═══ MATERIAL PROVIDED ═══
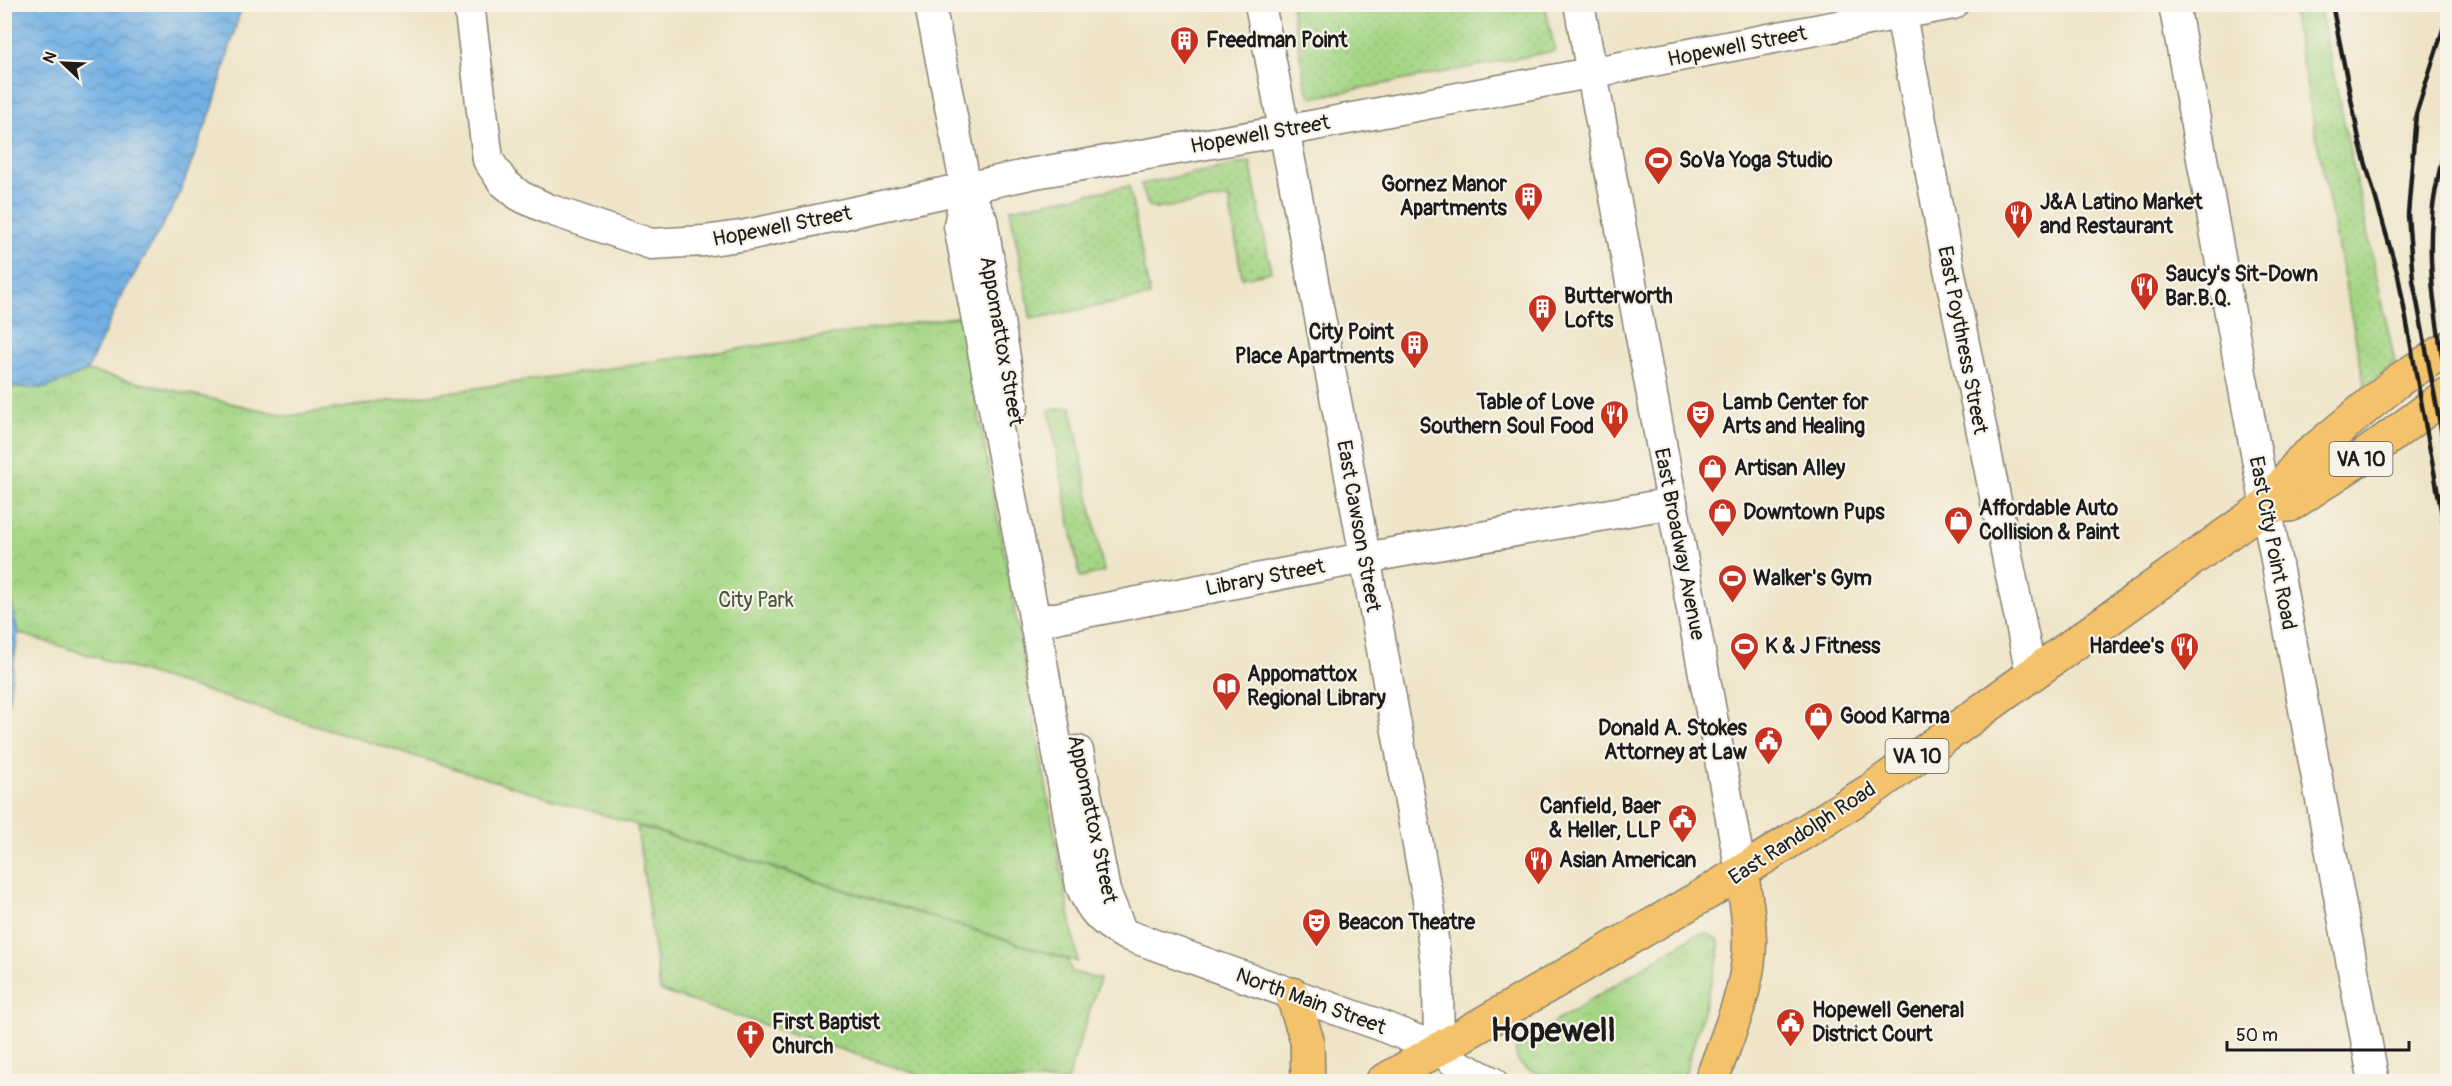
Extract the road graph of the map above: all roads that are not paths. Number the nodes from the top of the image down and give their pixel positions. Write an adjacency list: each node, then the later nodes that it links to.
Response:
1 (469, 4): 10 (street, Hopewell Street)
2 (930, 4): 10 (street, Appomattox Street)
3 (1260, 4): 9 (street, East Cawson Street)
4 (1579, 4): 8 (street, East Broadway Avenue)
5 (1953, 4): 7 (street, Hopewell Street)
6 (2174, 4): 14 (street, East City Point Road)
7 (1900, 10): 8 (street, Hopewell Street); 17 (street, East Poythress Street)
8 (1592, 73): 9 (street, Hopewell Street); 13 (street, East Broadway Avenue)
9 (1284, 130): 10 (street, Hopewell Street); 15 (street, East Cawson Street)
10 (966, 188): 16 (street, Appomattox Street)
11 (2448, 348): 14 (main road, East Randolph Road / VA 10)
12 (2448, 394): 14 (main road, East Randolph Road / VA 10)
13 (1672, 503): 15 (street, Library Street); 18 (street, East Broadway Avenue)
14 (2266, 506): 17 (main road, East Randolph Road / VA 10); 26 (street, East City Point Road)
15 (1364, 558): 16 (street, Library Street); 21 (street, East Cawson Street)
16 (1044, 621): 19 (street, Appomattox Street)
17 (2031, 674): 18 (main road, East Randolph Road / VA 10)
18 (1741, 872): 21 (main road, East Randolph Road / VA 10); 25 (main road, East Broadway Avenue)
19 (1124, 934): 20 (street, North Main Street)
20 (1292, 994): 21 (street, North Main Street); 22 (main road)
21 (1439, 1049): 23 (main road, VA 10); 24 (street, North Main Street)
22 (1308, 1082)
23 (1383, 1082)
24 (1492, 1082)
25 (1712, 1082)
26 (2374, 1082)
═══
**WORK ITEM**
All lines above that contain the word "North" are to be copied.

**RESULT OF THIS TASK**
19 (1124, 934): 20 (street, North Main Street)
20 (1292, 994): 21 (street, North Main Street); 22 (main road)
21 (1439, 1049): 23 (main road, VA 10); 24 (street, North Main Street)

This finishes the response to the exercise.